It is unclear what damage was caused to the Norman chancel by the fall of the tower, but the three remaining bays were reconstructed under Bishop John Hotham (1316-1337) in an ornate Decorated style with flowing tracery. Structural evidence shows that this work was a remodelling rather than a total rebuilding. New choirstalls with carved misericords and canopy work were installed beneath the octagon, in a similar position to their predecessors. Work was resumed on the Lady Chapel, and the two westernmost bays of Northwold’s presbytery were adapted by unroofing the triforia so as to enhance the lighting of Etheldreda’s shrine. Starting at about the same time the remaining lancet windows of the aisles and triforia of the presbytery were gradually replaced by broad windows with flowing tracery. At the same period extensive work took place on the monastic buildings, including the construction of the elegant chapel of Prior Crauden.

Chantry Chapels

In the late fifteenth and early sixteenth centuries elaborate chantry chapels were inserted in the easternmost bays of the presbytery aisles, on the north for Bishop John Alcock (1486-1500) and on the south for Bishop Nicholas West (1515–33).

In 1771 the remaining chapel was used to house the bones of seven Saxon 'benefactors of the church'. These had been translated from the old Saxon Abbey into the Norman building, and had been placed in a wall of the choir when it stood in the Octagon. When the choir stalls were moved, their enclosing wall was demolished, and the bones of Wulfstan (died 1023), Osmund of Sweden, Athelstan of Elmham, Ælfwine of Elmham, Ælfgar of Elmham, Eadnoth of Dorchester and Byrhtnoth, eorldorman of Essex, were found, and relocated into Bishop West's chapel.[37] Also sharing Nicholas West's chapel, against the east wall, is the tomb memorial to Bowyer Sparke|Bishop Sparke, who died in 1836.[38]

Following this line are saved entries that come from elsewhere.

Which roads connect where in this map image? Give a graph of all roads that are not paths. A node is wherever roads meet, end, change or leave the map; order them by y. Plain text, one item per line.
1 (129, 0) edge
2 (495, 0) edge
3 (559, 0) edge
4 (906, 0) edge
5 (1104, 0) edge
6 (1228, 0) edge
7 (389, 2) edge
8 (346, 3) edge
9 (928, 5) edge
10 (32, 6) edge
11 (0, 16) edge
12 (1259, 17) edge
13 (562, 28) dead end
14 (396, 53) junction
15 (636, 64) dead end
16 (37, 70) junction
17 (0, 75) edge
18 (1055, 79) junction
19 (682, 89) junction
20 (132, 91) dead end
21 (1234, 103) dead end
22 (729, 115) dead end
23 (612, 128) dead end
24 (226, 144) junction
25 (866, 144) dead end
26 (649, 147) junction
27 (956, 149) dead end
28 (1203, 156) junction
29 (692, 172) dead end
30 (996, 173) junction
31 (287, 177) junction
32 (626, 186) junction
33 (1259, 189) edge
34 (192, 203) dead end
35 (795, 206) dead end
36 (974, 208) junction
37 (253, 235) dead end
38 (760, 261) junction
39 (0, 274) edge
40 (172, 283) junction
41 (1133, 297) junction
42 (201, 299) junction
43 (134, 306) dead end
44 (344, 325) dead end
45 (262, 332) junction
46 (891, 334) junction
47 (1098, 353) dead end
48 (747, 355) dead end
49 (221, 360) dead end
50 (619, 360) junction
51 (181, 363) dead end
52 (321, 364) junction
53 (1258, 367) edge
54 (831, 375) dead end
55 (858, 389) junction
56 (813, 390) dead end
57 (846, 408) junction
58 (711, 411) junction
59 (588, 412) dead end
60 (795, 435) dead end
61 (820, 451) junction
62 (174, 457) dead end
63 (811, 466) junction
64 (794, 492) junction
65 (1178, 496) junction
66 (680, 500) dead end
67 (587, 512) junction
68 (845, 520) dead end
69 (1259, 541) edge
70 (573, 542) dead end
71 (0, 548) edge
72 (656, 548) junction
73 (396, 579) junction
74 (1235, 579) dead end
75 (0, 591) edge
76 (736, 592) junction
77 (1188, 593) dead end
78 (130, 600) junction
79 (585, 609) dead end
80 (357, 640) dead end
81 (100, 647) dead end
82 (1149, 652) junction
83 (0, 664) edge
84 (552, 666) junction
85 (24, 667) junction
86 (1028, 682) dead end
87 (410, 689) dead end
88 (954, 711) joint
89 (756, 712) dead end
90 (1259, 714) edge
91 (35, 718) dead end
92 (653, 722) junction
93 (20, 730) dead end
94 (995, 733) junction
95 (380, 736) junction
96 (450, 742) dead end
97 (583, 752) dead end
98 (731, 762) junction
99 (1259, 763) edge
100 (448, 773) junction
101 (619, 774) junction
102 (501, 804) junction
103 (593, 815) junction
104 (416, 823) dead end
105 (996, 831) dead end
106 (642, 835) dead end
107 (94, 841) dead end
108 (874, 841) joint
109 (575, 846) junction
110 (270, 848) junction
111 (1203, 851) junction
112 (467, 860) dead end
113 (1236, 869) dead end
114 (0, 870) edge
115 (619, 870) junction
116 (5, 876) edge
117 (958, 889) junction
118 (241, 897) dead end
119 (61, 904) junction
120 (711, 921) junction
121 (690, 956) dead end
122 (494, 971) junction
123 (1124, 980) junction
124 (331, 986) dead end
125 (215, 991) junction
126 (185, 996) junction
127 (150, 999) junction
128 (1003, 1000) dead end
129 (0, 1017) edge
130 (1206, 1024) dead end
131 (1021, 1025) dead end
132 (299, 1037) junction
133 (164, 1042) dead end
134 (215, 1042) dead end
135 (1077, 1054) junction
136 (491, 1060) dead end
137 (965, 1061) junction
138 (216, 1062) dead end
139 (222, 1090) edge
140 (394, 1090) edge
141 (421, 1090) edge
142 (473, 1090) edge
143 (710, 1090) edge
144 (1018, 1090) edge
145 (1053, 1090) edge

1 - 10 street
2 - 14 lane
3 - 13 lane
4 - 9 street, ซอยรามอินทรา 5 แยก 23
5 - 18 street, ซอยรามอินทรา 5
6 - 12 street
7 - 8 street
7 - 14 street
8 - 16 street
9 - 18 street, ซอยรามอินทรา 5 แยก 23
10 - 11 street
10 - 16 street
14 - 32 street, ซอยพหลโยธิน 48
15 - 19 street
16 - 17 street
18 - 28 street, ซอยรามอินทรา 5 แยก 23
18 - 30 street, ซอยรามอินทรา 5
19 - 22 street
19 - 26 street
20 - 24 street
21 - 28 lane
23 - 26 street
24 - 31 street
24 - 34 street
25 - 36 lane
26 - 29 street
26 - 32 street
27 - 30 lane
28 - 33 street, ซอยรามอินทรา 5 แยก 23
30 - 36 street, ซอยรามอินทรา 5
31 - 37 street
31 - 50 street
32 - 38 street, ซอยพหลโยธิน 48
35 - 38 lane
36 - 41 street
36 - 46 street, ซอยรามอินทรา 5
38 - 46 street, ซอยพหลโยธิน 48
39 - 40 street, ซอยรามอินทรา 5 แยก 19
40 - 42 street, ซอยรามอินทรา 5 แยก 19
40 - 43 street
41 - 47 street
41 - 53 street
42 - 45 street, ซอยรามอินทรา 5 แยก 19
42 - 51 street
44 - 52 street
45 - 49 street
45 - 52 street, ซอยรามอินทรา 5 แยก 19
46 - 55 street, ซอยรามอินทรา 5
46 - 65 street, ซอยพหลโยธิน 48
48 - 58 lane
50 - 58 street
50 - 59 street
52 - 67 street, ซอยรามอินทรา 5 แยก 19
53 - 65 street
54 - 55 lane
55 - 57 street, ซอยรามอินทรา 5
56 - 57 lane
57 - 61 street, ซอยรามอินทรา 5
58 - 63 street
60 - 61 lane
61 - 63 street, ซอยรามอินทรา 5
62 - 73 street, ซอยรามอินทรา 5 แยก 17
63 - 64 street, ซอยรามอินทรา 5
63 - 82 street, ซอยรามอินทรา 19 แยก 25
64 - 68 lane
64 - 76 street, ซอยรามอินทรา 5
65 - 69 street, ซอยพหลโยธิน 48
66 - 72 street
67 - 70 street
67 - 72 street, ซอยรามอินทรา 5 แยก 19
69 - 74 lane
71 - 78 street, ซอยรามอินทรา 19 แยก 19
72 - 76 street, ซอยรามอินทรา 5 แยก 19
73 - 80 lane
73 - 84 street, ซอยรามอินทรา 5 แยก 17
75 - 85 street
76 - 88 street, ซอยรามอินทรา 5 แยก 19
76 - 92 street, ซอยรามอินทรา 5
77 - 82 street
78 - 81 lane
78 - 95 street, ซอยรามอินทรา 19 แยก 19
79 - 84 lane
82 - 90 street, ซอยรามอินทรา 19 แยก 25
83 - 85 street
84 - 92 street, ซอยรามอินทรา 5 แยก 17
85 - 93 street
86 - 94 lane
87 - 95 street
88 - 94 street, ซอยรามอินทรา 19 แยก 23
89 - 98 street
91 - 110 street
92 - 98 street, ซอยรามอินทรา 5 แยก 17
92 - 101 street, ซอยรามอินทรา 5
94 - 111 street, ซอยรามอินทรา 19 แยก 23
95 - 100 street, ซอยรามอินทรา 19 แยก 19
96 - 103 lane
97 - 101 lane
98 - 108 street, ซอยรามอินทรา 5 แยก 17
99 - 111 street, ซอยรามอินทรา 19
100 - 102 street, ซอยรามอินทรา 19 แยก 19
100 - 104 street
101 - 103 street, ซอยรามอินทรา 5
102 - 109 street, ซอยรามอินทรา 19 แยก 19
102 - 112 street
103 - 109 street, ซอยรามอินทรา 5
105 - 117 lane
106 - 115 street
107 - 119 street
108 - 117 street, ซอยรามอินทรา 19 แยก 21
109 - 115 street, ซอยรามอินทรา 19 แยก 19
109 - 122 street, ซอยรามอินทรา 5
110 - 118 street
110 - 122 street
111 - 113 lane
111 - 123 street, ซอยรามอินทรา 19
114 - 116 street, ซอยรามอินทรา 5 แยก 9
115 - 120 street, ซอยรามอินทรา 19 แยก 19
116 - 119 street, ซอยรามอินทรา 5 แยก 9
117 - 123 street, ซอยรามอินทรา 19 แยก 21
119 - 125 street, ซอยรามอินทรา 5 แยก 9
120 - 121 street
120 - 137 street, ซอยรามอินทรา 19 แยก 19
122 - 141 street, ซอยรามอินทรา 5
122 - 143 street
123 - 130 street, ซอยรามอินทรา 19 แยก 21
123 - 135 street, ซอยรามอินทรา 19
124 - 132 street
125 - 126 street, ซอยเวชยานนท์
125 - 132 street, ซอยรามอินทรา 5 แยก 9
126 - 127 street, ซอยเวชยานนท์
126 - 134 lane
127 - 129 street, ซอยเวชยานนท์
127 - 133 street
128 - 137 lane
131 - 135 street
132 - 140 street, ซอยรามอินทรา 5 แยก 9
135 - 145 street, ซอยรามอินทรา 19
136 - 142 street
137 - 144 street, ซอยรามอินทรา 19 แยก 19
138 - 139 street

Dissolution and Reformation

The rood screen viewed from the nave

On 18 November 1539 the royal commissioners took possession of the monastery and all its possessions, and for nearly two years its future hung in the balance as Henry VIII and his advisors considered what role, if any, Cathedrals might play in the emerging Protestant church.[39] On 10 September 1541 a new charter was granted to Ely, at which point Robert Steward, the last Prior, was re-appointed as the first Dean, who, with eight prebenderies formed the Dean and Chapter, the new governing body of the cathedral.[40] Under Bishop Goodrich's orders, first the shrines to the Anglo-Saxon saints were destroyed, and as iconoclasm increased, nearly all the stained glass and much of the sculpture in the Cathedral was destroyed or defaced during the 1540s.[41] In the Lady Chapel the free-standing statues were destroyed and all 147 carved figures in the frieze of St Mary were decapitated, as were the numerous sculptures on Bishop West's chapel.[42] The Cathedrals were spared on the basis of three useful functions: propagation of true worship of God, educational activity, and care of the poor.[40] To this end, vicars choral, lay clerks and boy choristers were all appointed (many having previously been members of the monastic community), to assist in worship. A grammar school with 24 scholars was established in the monastic buildings, and in the 1550s plate and vestments were sold to buy books and establish a library.[43] The passageway running to the Lady Chapel was turned into an almshouse for six bedemen.[44] The Lady Chapel itself was handed over to the town as Holy Trinity Parish Church in 1566, replacing a very unsatisfactory lean-to structure that stood against the north wall of the nave.[45] Many of the monastic buildings became the houses of the new Cathedral hierarchy, although others were demolished. Much of the Cathedral itself had little purpose. The whole East end was used simply as a place for burials and memorials.[44]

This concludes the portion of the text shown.